▶ [GIVEN MATERIAL]

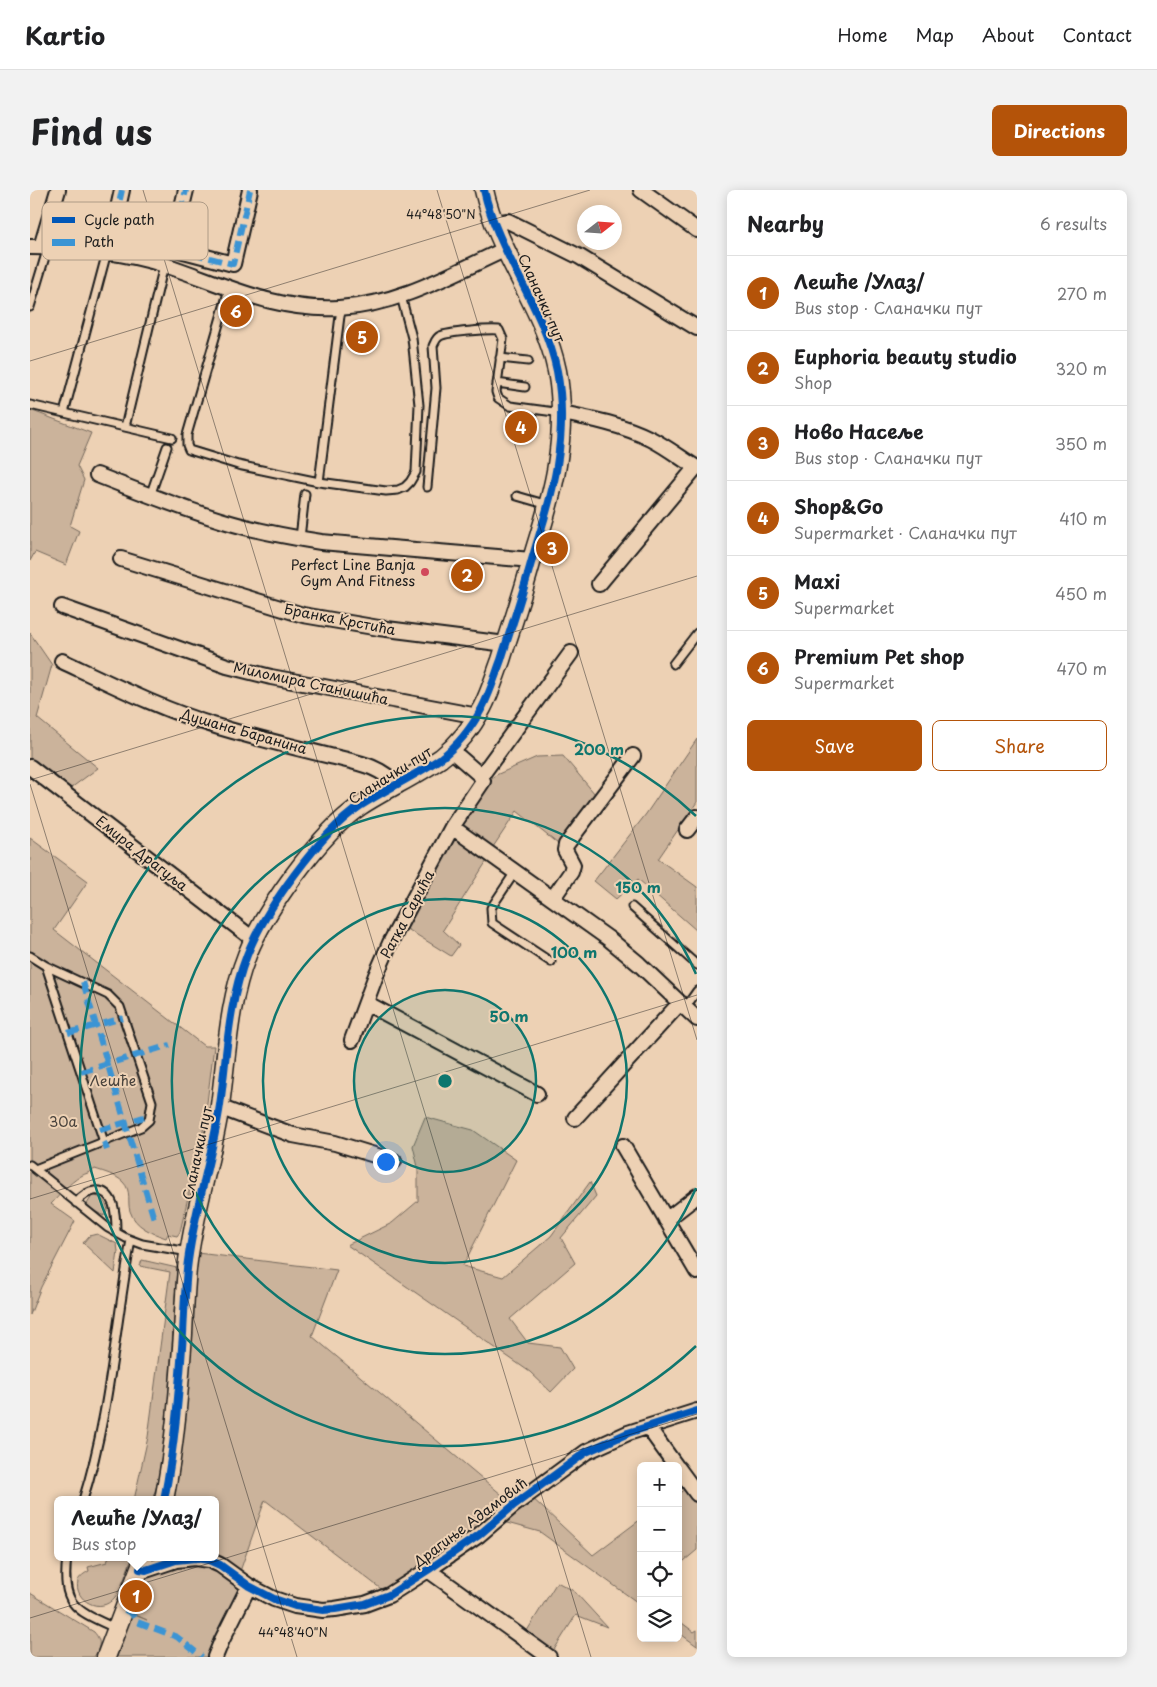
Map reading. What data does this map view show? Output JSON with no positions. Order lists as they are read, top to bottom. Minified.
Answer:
{"streets":{"street":["Сланачки пут","Бранка Крстића","Миломира Станишића","Душана Баранина","Емира Драгуља","Ратка Сарића","Драгиње Адамовић"]},"crossings":[["Сланачки пут","Бранка Крстића"],["Сланачки пут","Миломира Станишића"],["Сланачки пут","Душана Баранина"],["Сланачки пут","Емира Драгуља"]],"parks":["Лешће","30a"],"places":["Perfect Line Banja Gym And Fitness"],"legend":["Cycle path","Path"],"north":"right","page":{"header":"Kartio","nav":["Home","Map","About","Contact"],"title":"Find us","buttons":["Directions",["Save","Share"]],"heading":["Nearby","6 results"],"list":[{"mark":"1","name":"Лешће /Улаз/","note":"Bus stop · Сланачки пут","value":"270 m"},{"mark":"2","name":"Euphoria beauty studio","note":"Shop","value":"320 m"},{"mark":"3","name":"Ново Насеље","note":"Bus stop · Сланачки пут","value":"350 m"},{"mark":"4","name":"Shop&Go","note":"Supermarket · Сланачки пут","value":"410 m"},{"mark":"5","name":"Maxi","note":"Supermarket","value":"450 m"},{"mark":"6","name":"Premium Pet shop","note":"Supermarket","value":"470 m"}],"pins":["6","5","4","3","2","1"],"map_buttons":["+","−"],"popup":["Лешће /Улаз/","Bus stop"]},"coordinates":["44°48'50\"N","44°48'40\"N"],"rings":["200 m","150 m","100 m","50 m"]}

▶ [WORK ITEM]
Give the material above again exactly as it stands, minus any images.

▶ [RESULT BELOW]
Map reading. What data does this map view show? Output JSON with no positions. Order lists as they are read, top to bottom. Minified.
Answer:
{"streets":{"street":["Сланачки пут","Бранка Крстића","Миломира Станишића","Душана Баранина","Емира Драгуља","Ратка Сарића","Драгиње Адамовић"]},"crossings":[["Сланачки пут","Бранка Крстића"],["Сланачки пут","Миломира Станишића"],["Сланачки пут","Душана Баранина"],["Сланачки пут","Емира Драгуља"]],"parks":["Лешће","30a"],"places":["Perfect Line Banja Gym And Fitness"],"legend":["Cycle path","Path"],"north":"right","page":{"header":"Kartio","nav":["Home","Map","About","Contact"],"title":"Find us","buttons":["Directions",["Save","Share"]],"heading":["Nearby","6 results"],"list":[{"mark":"1","name":"Лешће /Улаз/","note":"Bus stop · Сланачки пут","value":"270 m"},{"mark":"2","name":"Euphoria beauty studio","note":"Shop","value":"320 m"},{"mark":"3","name":"Ново Насеље","note":"Bus stop · Сланачки пут","value":"350 m"},{"mark":"4","name":"Shop&Go","note":"Supermarket · Сланачки пут","value":"410 m"},{"mark":"5","name":"Maxi","note":"Supermarket","value":"450 m"},{"mark":"6","name":"Premium Pet shop","note":"Supermarket","value":"470 m"}],"pins":["6","5","4","3","2","1"],"map_buttons":["+","−"],"popup":["Лешће /Улаз/","Bus stop"]},"coordinates":["44°48'50\"N","44°48'40\"N"],"rings":["200 m","150 m","100 m","50 m"]}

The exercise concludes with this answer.